Details of the program are held in the highest tiers of secrecy, known as exceptionally controlled information, with only a few NSA staffers having access to the program and its data.
There were four known versions, according to a 2013 book, released just months before the first documents published from the cache of documents leaked by whistleblower Edward Snowden. Ragtime-A is said to involve the US-based collection of foreign-to-foreign counterterrorism data; Ragtime-B collects foreign government data that travels through the US; and Ragtime-C focuses on the nuclear counterproliferation effort.
The document seen by ZDNet, dated November 2011, shows the Ragtime program has eleven variants, including the four that were already known. The document alludes to Ragtime-BQ, F, N, PQ, S, and T.
The eleventh version refers to Ragtime-USP. "USP" is a common term used across the intelligence community to refer to "US person," like a US citizen or lawful permanent resident.
Americans are generally protected from government surveillance under the Fourth Amendment. A few exceptions exist, such as if the secretive Washington DC-based Foreign Intelligence Surveillance Court, which authorizes the government's spying activities, issues a warrant based on probable cause, such as if there is evidence of an American working for a foreign power.
Ragtime dates back to 2002, according to a previously-leaked document. The program forms part of a wider collection of systems and databases under the STELLARWIND umbrella of warrantless surveillance programs, launched under the authority of then-president George W. Bush in response to the September 11, 2001 terrorist attacks. After a series of leaks in 2008 detailing the scope and breadth of STELLARWIND's domestic collection capability, Congress limited the government's surveillance powers.
Changes to the law had an immediate impact on the Ragtime program. Although the government was barred from collecting new metadata on Americans under Ragtime-P, the NSA retained the data. Analysts with clearance were still permitted to search the database.
Only a fraction of NSA staffers have the appropriate security clearance to access Ragtime's databases. One previously leaked document says analysts must have special "need to know" clearance to access the data, and any information relating to Ragtime is restricted from being shared to foreign intelligence partners. The exception is Ragtime-C, which the new document implies a level of co-operation from the UK government.
The data stored in Ragtime's databases is so sensitive that their very existence is compartmentalized. The clearance level for each Ragtime version, according to the document, is "unpublished," in an effort to ensure that the programs themselves aren't widely known about across the agency.
The NSA said in internal security guidance that unpublished classification markings are set for some programs "due to sensitivity and restrictive access controls."
When reached, an NSA spokesperson declined to comment on Ragtime, or its purpose.
"In accordance with longstanding policy, the National Security Agency will neither confirm nor deny that any of the purported information referenced in the article has any connection to NSA or the US government," a spokesperson said. "The National Security Agency is focused on the protection of the United States, its citizens, and our allies through around-the-clock pursuit of valid foreign intelligence targets."

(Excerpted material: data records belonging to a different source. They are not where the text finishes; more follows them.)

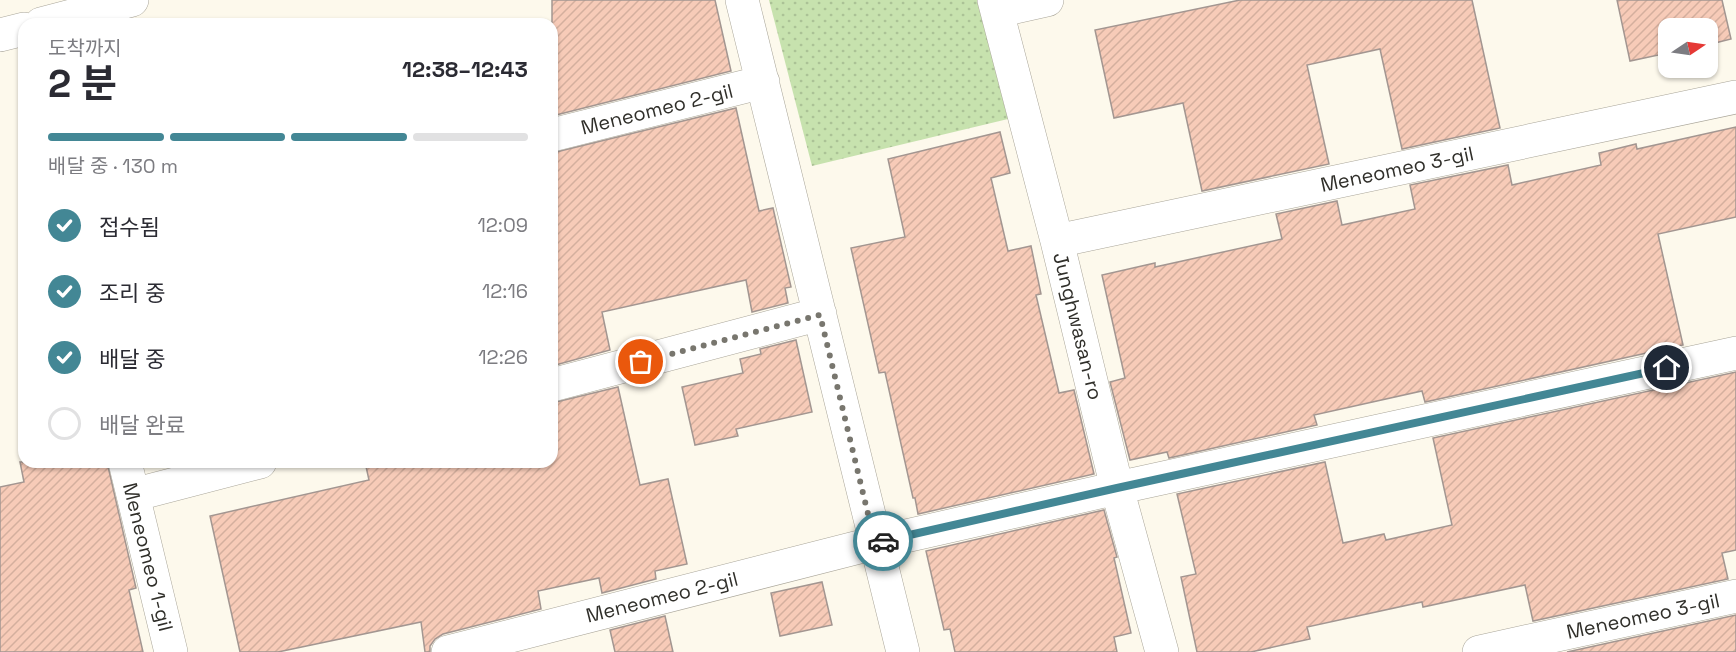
<!DOCTYPE html>
<html lang="ko">
<meta charset="utf-8">
<style>
:root{--surface:#fff;--page:#f7f7f7;--text:#2b2b33;--muted:#7c7c81;--line:#e1e1e2;--accent:#438795}
body{margin:0;font-family:"Space Grotesk","Noto Sans KR",sans-serif;background:var(--page);color:var(--text);height:100vh;display:flex;flex-direction:column;font-size:22px;white-space:nowrap}
*{box-sizing:border-box;margin:0}
p{font-size:20px;color:var(--muted)}
.icon{flex:none;width:33px;height:33px;fill:none;stroke:currentColor;stroke-width:2;stroke-linecap:round;stroke-linejoin:round}
.map{position:relative;flex:1;overflow:hidden}
.drawer{position:absolute;left:18px;top:18px;width:540px;height:450px;display:flex;flex-direction:column;background:var(--surface);border-radius:18px;box-shadow:0 2px 4px #0004}
.drawer>*{flex:none}
.needle{width:39px;rotate:77deg}
.tools{position:absolute;left:1658px;top:18px;display:grid;gap:12px}
.tools a{display:grid;place-items:center;width:60px;height:60px;border-radius:12px;background:var(--surface);box-shadow:0 2px 4px #0004;font-size:30px}
.pin{position:absolute;display:grid;place-items:center;width:51px;height:51px;color:#fff;margin:-26px;border:3px solid #fff;border-radius:50%;box-shadow:0 2px 6px #0007}
.courier{position:absolute;display:grid;place-items:center;width:60px;height:60px;margin:-30px;border:4px solid #438795;border-radius:50%;background:#fff;color:#222;box-shadow:0 2px 8px #0007}
.overview em{font-style:normal;font-weight:700}
.overview div{display:flex;flex-direction:column-reverse}
.overview{display:flex;align-items:center;justify-content:space-between;height:102px;padding:0 30px}
h1{font-size:39px;font-weight:700;line-height:45px}
.bar{display:grid;grid-template-columns:repeat(4,1fr);gap:9px 6px;align-content:center;height:72px;padding:0 30px}
.bar i{height:8px;border-radius:4px;background:var(--line)}
.bar .on{background:var(--accent)}
.bar p{grid-column:span 4}
ol{padding:0 30px;list-style:none}
li{display:flex;align-items:center;gap:18px;height:66px}
li p{margin-inline-start:auto}
li .icon{padding:6px;border-radius:50%;background:var(--accent);color:#fff;stroke-width:4}
li:last-child{color:var(--muted)}
li i{width:33px;height:33px;border:3px solid var(--line);border-radius:50%}
.map>svg:first-child{display:block}
</style>
<div class="map">
<svg width="1736" height="652" viewBox="0 0 1736 652">
<defs>
<pattern id="grass-dots" width="8" height="8" patternUnits="userSpaceOnUse" patternTransform="scale(1.5)"><rect width="8" height="8" fill="#c7e2ae"/><path d="M2 2h.1M6 6h.1" fill="none" stroke="#abc296" stroke-width="1.8" stroke-linecap="round"/></pattern>
<pattern id="building-hatch" width="6" height="6" patternUnits="userSpaceOnUse" patternTransform="scale(1.5)"><rect width="6" height="6" fill="#f7cbb8"/><path d="M-1 1l2-2M0 6l6-6M5 7l2-2" fill="none" stroke="#d4af9e"/></pattern>
</defs>
<rect width="100%" height="100%" fill="#fdf9ec"/>
<!-- grass -->
<path fill="url(#grass-dots)" d="M769,0H977L1008,119L812,166Z"/>
<!-- building -->
<path fill="url(#building-hatch)" stroke="#a39691" stroke-width="1.5" d="M552,0H715L731,71L552,116Z
M1240,0H1472L1500,128L1402,149L1380,49L1307,65L1329,164L1202,191L1183,103L1114,118L1095,30Z
M1617,0H1722L1731,39L1707,45V28H1668V53L1630,61Z
M736,108L759,211L773,208L791,287L785,288L788,303L752,312L746,280L602,312L610,350L552,366V153Z
M1736,127V217L1658,234L1683,345L1425,402L1422,391L1314,415L1317,425L1169,458L1167,452L1130,460L1110,382L1125,378L1102,275L1155,263V267L1282,239L1276,214L1337,201L1342,225L1415,209L1410,185L1508,165L1512,185L1601,165L1599,153L1636,144L1637,149Z
M1000,132L1010,173L991,178L1008,251L1031,246L1041,294L1036,295L1059,393L1074,390L1094,474L918,514L915,498H913L885,372L879,373L851,248L905,237L888,159Z
M796,340L812,412L736,429L738,436L695,445L682,387L743,373L740,359L761,354L760,349Z
M1736,372V550L1722,553L1728,579L1533,621L1525,585L1423,607L1422,602L1307,627L1310,639L1251,652H1197L1181,577L1196,574L1177,494L1325,462L1343,543L1384,534L1386,540L1452,525L1433,438Z
M618,387L640,485L668,479L687,564L655,571L656,579L602,593L599,578L538,591L541,609L443,634L435,639L430,646V652H425L421,622L278,652H240L210,516L369,480L365,462H552V403Z
M20,462H107L136,588L129,590L143,652H0V487L24,482Z
M1104,510L1117,557L1114,558L1131,633L1114,637L1117,652H955L950,629L944,630L926,551Z
M822,582L832,625L780,636L771,593Z
M1736,615V652H1567Z
M665,616L673,652H615L610,630Z"/>
<g fill="none" stroke-linecap="round" stroke-linejoin="round">
<!-- minor casing -->
<g stroke="#a9a599" stroke-width="34">
<path id="minor" d="M742,0L903,652
M994,0L1057,241L1117,488L1162,652
M997,11L1047,0
M41,24L132,0
M0,35L24,29
M552,135L763,82
M1057,241L1736,97
M552,385L820,314
M125,462L171,652
M133,495L260,462
M448,652L875,543L1117,488L1736,353
M1479,652L1736,596"/>
</g>
<!-- minor -->
<use href="#minor" stroke="#fff" stroke-width="33"/>
</g>
<g fill="none" stroke-linecap="round" stroke-linejoin="round">
<!-- done -->
<path stroke="#78766e" stroke-width="6" stroke-dasharray="0 10.8" d="M641,362L820,315L875,543L883,541"/>
<!-- route -->
<path stroke="#438795" stroke-width="8" d="M883,541L1117,488L1667,368"/>
</g>
<g text-anchor="middle" dominant-baseline="central" stroke-width="4.5" stroke-linejoin="round" paint-order="stroke">
<!-- street labels -->
<g font-size="20" fill="#302f2a" stroke="#fff">
<text transform="translate(657 109) rotate(-14)">Meneomeo 2-gil</text>
<text transform="translate(1397 169) rotate(-12)">Meneomeo 3-gil</text>
<text transform="translate(1078 326) rotate(76)">Junghwasan-ro</text>
<text transform="translate(148 557) rotate(76)">Meneomeo 1-gil</text>
<text transform="translate(662 597) rotate(-14)">Meneomeo 2-gil</text>
<text transform="translate(1643 616) rotate(-12)">Meneomeo 3-gil</text>
</g>
</g>
</svg>
<div class="tools">
<a><svg class="needle" viewBox="-14 -14 28 28"><path d="M0-13l5 13h-10z" fill="#e53935"/><path d="M0 13l5-13h-10z" fill="#7c7c81"/></svg></a>
</div>
<div class="pin" style="left:641px;top:362px;background:#ea580c"><svg class="icon" aria-label="bag" viewBox="0 0 24 24"><path d="M5 8h14l-1 12H6zM9 8a3 3 0 0 1 6 0"/></svg></div>
<div class="pin" style="left:1667px;top:368px;background:#1f2937"><svg class="icon" aria-label="home" viewBox="0 0 24 24"><path d="M3 11l9-7 9 7M6 9v11h12V9"/></svg></div>
<div class="courier" style="left:883px;top:541px"><svg class="icon" aria-label="car" viewBox="0 0 24 24"><path d="M5 17H2v-5l4-1 3-4h7l3 4 3 1v5h-3M9 17h6M6 11h13"/><circle cx="7" cy="17" r="2"/><circle cx="17" cy="17" r="2"/></svg></div>
<section class="drawer">
<div class="overview"><div><h1>2 분</h1><p>도착까지</p></div><em>12:38–12:43</em></div>
<div class="bar"><i class="on"></i><i class="on"></i><i class="on"></i><i></i><p>배달 중 · 130 m</p></div>
<ol>
<li><svg class="icon" aria-label="check" viewBox="0 0 24 24"><path d="M5 12l5 5 9-10"/></svg>접수됨<p>12:09</p></li>
<li><svg class="icon" aria-label="check" viewBox="0 0 24 24"><path d="M5 12l5 5 9-10"/></svg>조리 중<p>12:16</p></li>
<li><svg class="icon" aria-label="check" viewBox="0 0 24 24"><path d="M5 12l5 5 9-10"/></svg>배달 중<p>12:26</p></li>
<li><i></i>배달 완료</li>
</ol>
</section>
</div>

"The Foreign Intelligence Surveillance Act makes clear that, except in limited circumstances, NSA must obtain a court order, based on probable cause, from the Foreign Intelligence Surveillance Court to conduct electronic surveillance targeting a US person," the spokesperson added.
News of the leak comes just weeks before Congress has to pass reforms or a reauthorization of the US government's surveillance laws.
Lawmakers have until the end of the year to pass a bill to ensure powers under the Foreign Intelligence Surveillance Act are put back in the law books, or the NSA risks losing those powers at the end of the annual intelligence cycle. These are the same powers that authorized the controversial PRISM program, which collects data from servers of internet giants, the massive bulk collection of internet traffic, and the government's computer and network hacking powers.